### Task prompt
When the string "road" occurs in a line of the records, show that line.

Dataset entries:
Segment Open

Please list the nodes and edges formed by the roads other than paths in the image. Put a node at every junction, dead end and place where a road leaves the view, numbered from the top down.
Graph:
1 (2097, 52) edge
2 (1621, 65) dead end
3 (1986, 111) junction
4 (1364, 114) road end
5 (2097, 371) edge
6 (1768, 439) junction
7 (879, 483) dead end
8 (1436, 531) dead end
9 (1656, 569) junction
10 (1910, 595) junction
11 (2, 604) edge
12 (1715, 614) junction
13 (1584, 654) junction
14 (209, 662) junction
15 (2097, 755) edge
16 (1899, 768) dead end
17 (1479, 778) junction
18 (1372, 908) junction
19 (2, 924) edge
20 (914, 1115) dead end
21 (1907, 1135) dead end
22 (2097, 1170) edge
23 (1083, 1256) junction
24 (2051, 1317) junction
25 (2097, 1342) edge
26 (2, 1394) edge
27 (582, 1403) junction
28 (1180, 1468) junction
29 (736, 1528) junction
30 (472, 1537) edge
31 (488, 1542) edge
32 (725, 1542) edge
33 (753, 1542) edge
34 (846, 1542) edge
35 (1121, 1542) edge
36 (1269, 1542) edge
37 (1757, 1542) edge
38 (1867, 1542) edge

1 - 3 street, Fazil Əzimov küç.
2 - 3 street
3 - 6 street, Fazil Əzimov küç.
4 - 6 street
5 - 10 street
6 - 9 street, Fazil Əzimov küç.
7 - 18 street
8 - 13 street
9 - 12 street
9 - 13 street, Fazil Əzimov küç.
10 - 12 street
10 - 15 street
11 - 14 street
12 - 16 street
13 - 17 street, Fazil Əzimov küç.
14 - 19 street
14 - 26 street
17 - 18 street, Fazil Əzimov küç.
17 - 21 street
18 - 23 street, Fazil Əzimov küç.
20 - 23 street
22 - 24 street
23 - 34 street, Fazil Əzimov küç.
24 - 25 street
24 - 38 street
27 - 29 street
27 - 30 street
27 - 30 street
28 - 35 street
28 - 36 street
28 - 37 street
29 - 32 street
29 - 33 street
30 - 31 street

Segment Closed

### Exercise solution
Please list the nodes and edges formed by the roads other than paths in the image. Put a node at every junction, dead end and place where a road leaves the view, numbered from the top down.
4 (1364, 114) road end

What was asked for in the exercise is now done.